4.4. Hardware equipment

The complete hardware setup to convey the experimentation was separated in two parts: activation of the DEA and data acquisition (Figure 2c). A CompactDAQ (National Instruments, Austin, USA) connected to a computer with LabVIEW (National Instruments) was used to output the activation signal to the high‐voltage amplifier (Trek 20/20C; Advanced Energy, Denver, USA). The amplifier was connected to the DEA through wires and a small insulating box that allowed to secure the pig and medical staff from the high voltage. The pacemaker had two identical outputs: one for the pacing of the heart and the other for triggering the DEA activation. The activation profile was defined in LabVIEW as shown in Figure S13 by the period of the signal, the rising and falling time, the size of the plateau, the delay for the activation compared to the pacemaker signal, the voltage value, and the number of cycles.

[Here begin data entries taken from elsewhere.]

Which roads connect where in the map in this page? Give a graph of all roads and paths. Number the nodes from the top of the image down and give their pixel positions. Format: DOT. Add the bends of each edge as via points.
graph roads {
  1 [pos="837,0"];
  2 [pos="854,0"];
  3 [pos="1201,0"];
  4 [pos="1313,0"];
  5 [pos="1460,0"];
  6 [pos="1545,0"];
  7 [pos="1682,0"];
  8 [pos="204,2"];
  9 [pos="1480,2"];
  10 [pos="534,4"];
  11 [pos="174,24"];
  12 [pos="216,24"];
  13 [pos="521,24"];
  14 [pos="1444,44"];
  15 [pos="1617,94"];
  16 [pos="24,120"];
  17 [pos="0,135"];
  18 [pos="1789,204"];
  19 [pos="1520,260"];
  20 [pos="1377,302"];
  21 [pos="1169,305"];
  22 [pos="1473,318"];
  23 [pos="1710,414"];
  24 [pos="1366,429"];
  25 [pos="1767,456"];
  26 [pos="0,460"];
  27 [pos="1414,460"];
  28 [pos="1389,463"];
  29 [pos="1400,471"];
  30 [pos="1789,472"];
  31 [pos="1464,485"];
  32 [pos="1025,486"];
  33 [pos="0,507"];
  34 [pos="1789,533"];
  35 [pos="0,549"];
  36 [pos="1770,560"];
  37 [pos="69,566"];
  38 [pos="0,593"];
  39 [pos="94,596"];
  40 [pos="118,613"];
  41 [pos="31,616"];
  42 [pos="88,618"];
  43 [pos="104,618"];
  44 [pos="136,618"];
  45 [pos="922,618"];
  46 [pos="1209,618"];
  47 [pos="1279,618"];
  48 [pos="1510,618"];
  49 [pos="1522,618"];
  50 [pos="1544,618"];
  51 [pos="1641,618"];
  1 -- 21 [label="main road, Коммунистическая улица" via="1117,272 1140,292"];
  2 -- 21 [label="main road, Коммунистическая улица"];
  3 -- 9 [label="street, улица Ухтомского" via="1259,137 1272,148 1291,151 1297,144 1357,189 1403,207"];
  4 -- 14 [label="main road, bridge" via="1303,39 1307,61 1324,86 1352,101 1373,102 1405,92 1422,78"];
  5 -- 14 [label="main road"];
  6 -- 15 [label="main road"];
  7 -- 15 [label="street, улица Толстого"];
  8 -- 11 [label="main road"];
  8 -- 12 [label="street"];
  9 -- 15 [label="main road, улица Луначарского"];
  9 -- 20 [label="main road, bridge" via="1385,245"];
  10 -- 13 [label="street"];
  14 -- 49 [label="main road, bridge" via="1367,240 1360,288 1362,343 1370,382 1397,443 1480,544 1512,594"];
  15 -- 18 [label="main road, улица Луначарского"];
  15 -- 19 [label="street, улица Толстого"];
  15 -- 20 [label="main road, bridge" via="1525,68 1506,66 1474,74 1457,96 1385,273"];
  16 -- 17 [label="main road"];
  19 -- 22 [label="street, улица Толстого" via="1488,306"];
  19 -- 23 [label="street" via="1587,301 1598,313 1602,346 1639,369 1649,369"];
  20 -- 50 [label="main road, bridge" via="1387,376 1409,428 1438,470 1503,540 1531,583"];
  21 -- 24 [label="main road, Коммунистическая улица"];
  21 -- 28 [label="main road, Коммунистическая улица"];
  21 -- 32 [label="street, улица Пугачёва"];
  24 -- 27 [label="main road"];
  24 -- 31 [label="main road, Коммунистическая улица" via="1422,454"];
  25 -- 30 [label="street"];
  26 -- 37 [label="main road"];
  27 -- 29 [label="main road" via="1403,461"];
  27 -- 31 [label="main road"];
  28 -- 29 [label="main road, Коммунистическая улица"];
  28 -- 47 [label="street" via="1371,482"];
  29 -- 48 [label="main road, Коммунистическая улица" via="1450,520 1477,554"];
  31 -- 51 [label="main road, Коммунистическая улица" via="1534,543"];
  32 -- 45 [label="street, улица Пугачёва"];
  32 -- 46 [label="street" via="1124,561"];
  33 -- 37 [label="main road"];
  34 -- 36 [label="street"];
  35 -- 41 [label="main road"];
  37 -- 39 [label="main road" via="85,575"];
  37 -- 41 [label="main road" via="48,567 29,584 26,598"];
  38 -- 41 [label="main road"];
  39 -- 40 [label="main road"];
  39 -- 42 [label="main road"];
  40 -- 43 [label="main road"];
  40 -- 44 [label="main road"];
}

The rising and falling times (50 ms) were reduced as much as possible to be closer to a square signal while limiting the current flowing in the DEA that could lead to deterioration of the performances. As the pacing was very repeatable, the pacemaker triggered the activation only once at the beginning and the synchronization was ensured by the identical value between pacemaker pacing period and defined period in the program. To ensure, the signals were not shifted due to electromagnetic compatibility issues, the trigger signal from the pacemaker was galvanically isolated through a magnetic transformer. In Figure S14, we can see the superposition of all the activation signals compared to the pacing signal. We can see a small drift of maximum 3 ms between the 60 activations, mainly due to a slight error between the pacing period and the activation period that we considered not significant in the analysis of data.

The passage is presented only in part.